½*/****
starring Adam Sandler, Winona Ryder, John Turturro, Steve Buscemi
screenplay by Tim Herlihy
directed by Steven Brill
by Walter Chaw It isn't that Mr. Deeds is unfunny that nettles the most, it's that Mr. Deeds is smug and lazy and unfunny. The film is Adam Sandler not trying very hard anymore, a guy with a puerile and boorish sense of humour getting together with all his buddies to drink beer and tell jokes about dumb people and Spaniards. Except for the three scenes it recreates from Frank Capra's Mr. Deeds Goes to Town shot for shot, it has almost nothing to do with its source material, choosing instead to try to cash in again on Sandler's peculiar, lisping, psychopathic man-child persona. Judging by the declining box-office of Sandler's films (even though I sort of liked Little Nicky), the alleged comedian would probably do well not to rely upon the good graces of his dimwitted frat fanbase and start looking for inspiration in places other than his own films.

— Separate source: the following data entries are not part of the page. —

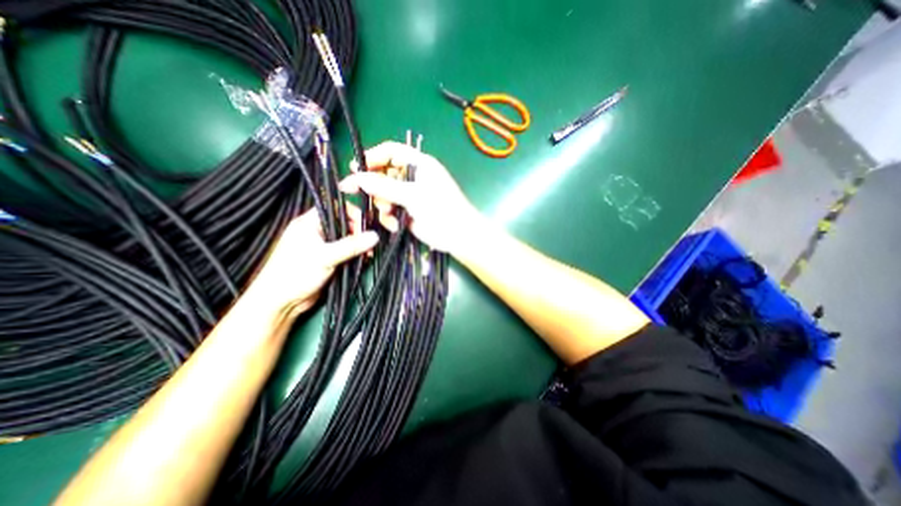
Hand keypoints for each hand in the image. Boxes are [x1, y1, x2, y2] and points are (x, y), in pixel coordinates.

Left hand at [241, 204, 377, 315]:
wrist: (281, 302)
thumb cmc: (294, 273)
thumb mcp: (325, 256)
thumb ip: (351, 245)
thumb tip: (374, 236)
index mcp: (310, 223)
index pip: (336, 208)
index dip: (353, 213)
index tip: (366, 224)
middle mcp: (317, 231)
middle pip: (345, 224)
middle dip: (359, 232)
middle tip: (370, 242)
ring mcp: (323, 246)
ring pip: (347, 239)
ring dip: (359, 245)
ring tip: (369, 253)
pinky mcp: (328, 259)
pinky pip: (346, 251)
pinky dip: (356, 254)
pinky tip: (364, 259)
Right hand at [338, 141, 477, 250]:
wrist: (457, 235)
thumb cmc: (441, 209)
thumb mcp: (413, 195)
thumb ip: (384, 186)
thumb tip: (356, 177)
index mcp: (419, 164)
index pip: (390, 152)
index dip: (372, 157)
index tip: (356, 168)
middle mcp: (412, 177)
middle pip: (383, 174)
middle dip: (374, 186)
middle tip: (358, 193)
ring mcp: (409, 195)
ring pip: (383, 194)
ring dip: (382, 204)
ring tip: (389, 212)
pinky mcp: (407, 211)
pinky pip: (389, 210)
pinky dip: (389, 217)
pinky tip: (395, 225)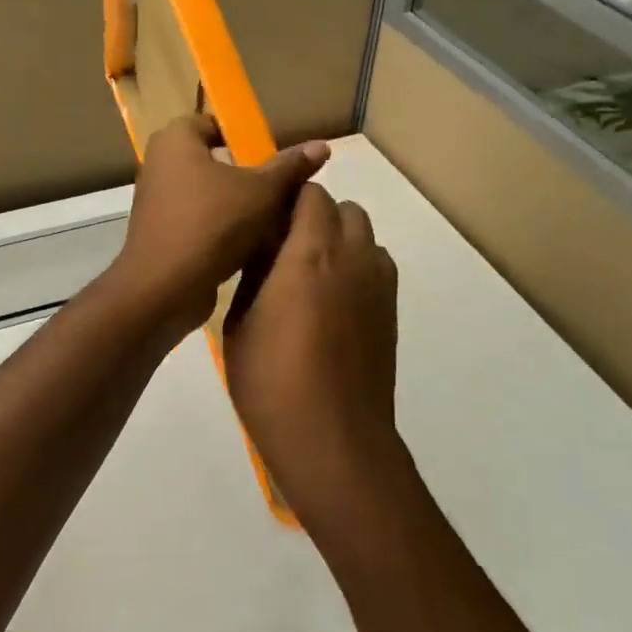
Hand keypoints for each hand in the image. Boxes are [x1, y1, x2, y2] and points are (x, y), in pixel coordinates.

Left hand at [108, 115, 329, 340]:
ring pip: (209, 195)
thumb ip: (290, 167)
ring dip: (238, 207)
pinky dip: (222, 230)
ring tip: (273, 221)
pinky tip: (252, 247)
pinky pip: (199, 222)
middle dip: (247, 176)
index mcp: (175, 140)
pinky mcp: (161, 235)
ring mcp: (157, 202)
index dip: (245, 138)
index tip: (272, 161)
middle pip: (214, 162)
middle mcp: (159, 165)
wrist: (165, 288)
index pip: (214, 124)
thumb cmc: (212, 225)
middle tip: (279, 193)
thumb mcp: (262, 192)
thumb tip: (322, 146)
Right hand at [224, 183, 401, 533]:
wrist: (332, 436)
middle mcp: (354, 256)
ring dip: (339, 240)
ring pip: (365, 236)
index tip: (265, 223)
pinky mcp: (392, 311)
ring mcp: (379, 284)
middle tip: (284, 249)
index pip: (310, 194)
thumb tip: (264, 251)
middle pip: (344, 209)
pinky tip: (332, 305)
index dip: (287, 201)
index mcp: (311, 252)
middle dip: (315, 216)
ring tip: (309, 278)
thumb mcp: (240, 323)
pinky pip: (377, 267)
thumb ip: (254, 275)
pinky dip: (357, 268)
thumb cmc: (271, 381)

Longfellow Deeds (Sandler) likes to hug rather than shake hands, composes terrible poems in the hope that Hallmark will buy them, and beats the ever-loving tar out of people who offend him. I'd like to be clever and dissect Sandler's Deeds character as bits and pieces of other Sandler characters–a little of Bobby Boucher mixed with a little of Happy Gilmore, for instance–but the truth of the matter is that Sandler never really plays a different character, just variations on the same one. Because Sandler imagines himself a romantic (while succeeding to portray romance well in only The Wedding Singer), Winona Ryder appears as the wilting love interest Babe in a performance so bizarre that it's actually frightening. She's a tabloid journalist masquerading as a small-town girl to woo small-town Deeds and get the scoop on the man we discover has just inherited forty-billion dollars from a long-lost uncle and media tycoon (Harve Presnell).
The possibilities of a bumpkin suddenly getting a lot of money are squandered completely, save for a clunky scene where Deeds gives twenty grand to a couple celebrating an anniversary and another where he buys two bikes for, yes, twenty grand apiece, Deeds's sudden riches play no part in the comedy of the film. (Though one could mount a compelling argument that this is no failing, as there is no actual comedy in the film.) Instead, we're treated to Sandler punching several people in the face (including an obese opera singer who proclaims wondrously that he's shat himself), a sequence in which seven cats are thrown out a third-story window (one of them ablaze), a collection of ethnic servant types, and of course Rob Schneider in a Kevin Smith-ian in-joke that wasn't funny the first time (in The Waterboy) and is really, really tired at this point.
Mr. Deeds has the requisite sing-along (to Bowie's "Space Oddity"), the mass snarfing of a deep-pocketed fast-food franchise, a bad cameo by a sports hero (John McEnroe), a foul-mouthed earth mama (Conchata Ferrell), and a fetishistic shot of Sandler eating a bowl of cereal. Mr. Deeds, in other words, is a worm feast of recycled jokes and images paced like an octogenarian foot race, edited (by Jeff Gourson) and directed (by Steven Brill) with a level of incompetence (mismatched scenes, mismatched lighting, continuity errors) truly staggering to behold. The picture is a primer on what happens when lack of know-how mixes with lack of give-a-damn, which is really none of my business except that Sandler expects his shrinking fanbase to fund his tireless fecklessness in perpetuity. There's something really wrong about taking a built-in audience for granted and Sandler has officially joined the ranks of Kevin Smith and George Lucas as artists aware that they'll make a buck no matter what they throw out there.
Sandler's grown too big for checks and balances and his apparent lack of a non-toady in his retinue is taking a heavy toll on his product and popularity. Mr. Deeds is an endurance test bereft of ideas and reeking of sloth. It isn't as bad as Big Daddy, but it's only better than that in Sandler's already devalued and continually questionable oeuvre. When the best you can say about a film is that it's a little better than Big Daddy, you've got some problems.